Heat olive oil in a large pot over medium-high heat. Brown the chuck roast on all sides, about 4-5 minutes per side. This step adds flavor to the broth.
Add the onion, carrots, parsnip, celery, garlic, peppercorns, bay leaves, salt, and pepper to the pot with the browned beef.
Pour in the water, making sure the beef and vegetables are fully submerged.
Bring the broth to a gentle simmer over medium-low heat. Skim off any foam or impurities that rise to the surface.
Cover the pot and let the broth simmer for at least 2-4 hours, or even longer if possible. The longer you simmer it, the more flavorful it will be.
Once the broth is done cooking, remove the beef and vegetables from the pot and discard them. Strain the broth through a fine mesh sieve to remove any remaining solids.

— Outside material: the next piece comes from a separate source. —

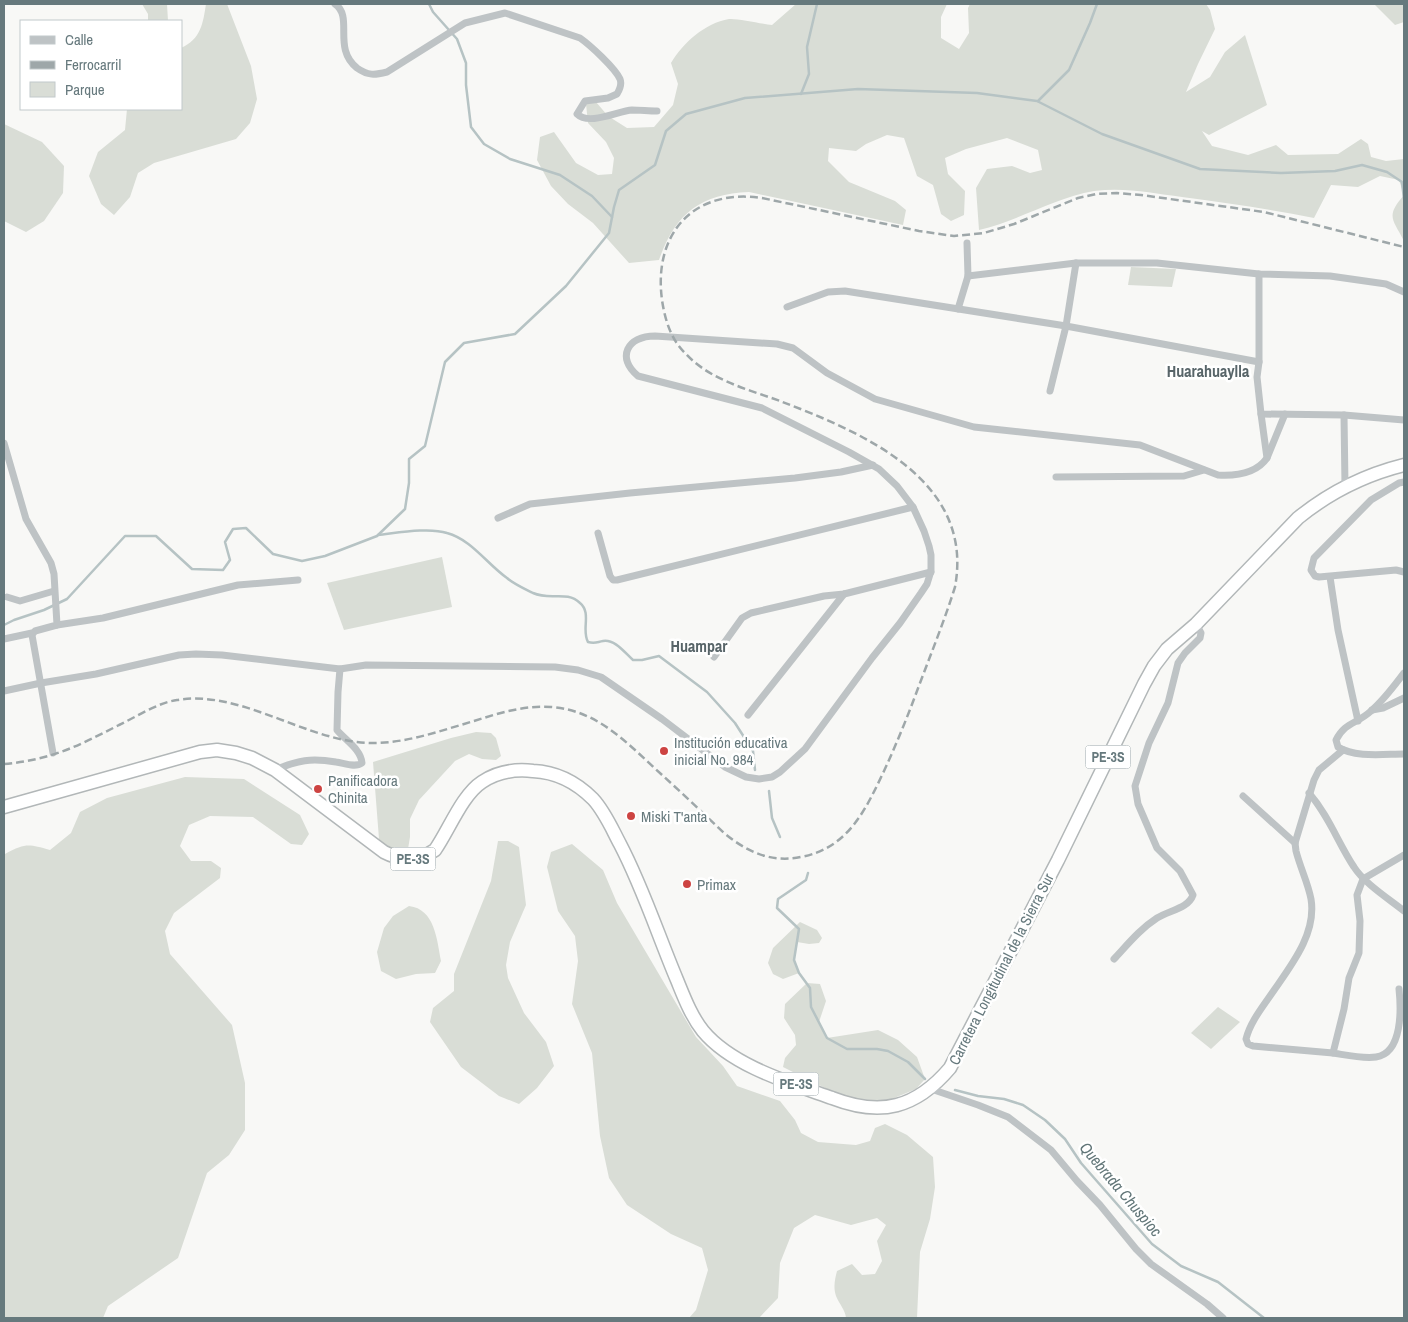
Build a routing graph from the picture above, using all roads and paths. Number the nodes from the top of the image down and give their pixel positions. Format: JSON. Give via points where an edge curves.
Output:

Let the broth cool completely, then transfer it to an airtight container. Store it in the refrigerator for up to 5 days or freeze it for longer storage.
Notes
Brown the beef - this is an essential step, don't skip it. By browning (not cooking) the meat on all sides you are adding depth of flavor to the broth.Use cold water - this allows the flavors to develop slowly and evenly.Simmer, don't boil - keep the broth at a gentle simmer (for 2-4 hours or longer). This allows the flavors to develop fully and the collagen in the beef to break down, resulting in a richer, more flavorful broth.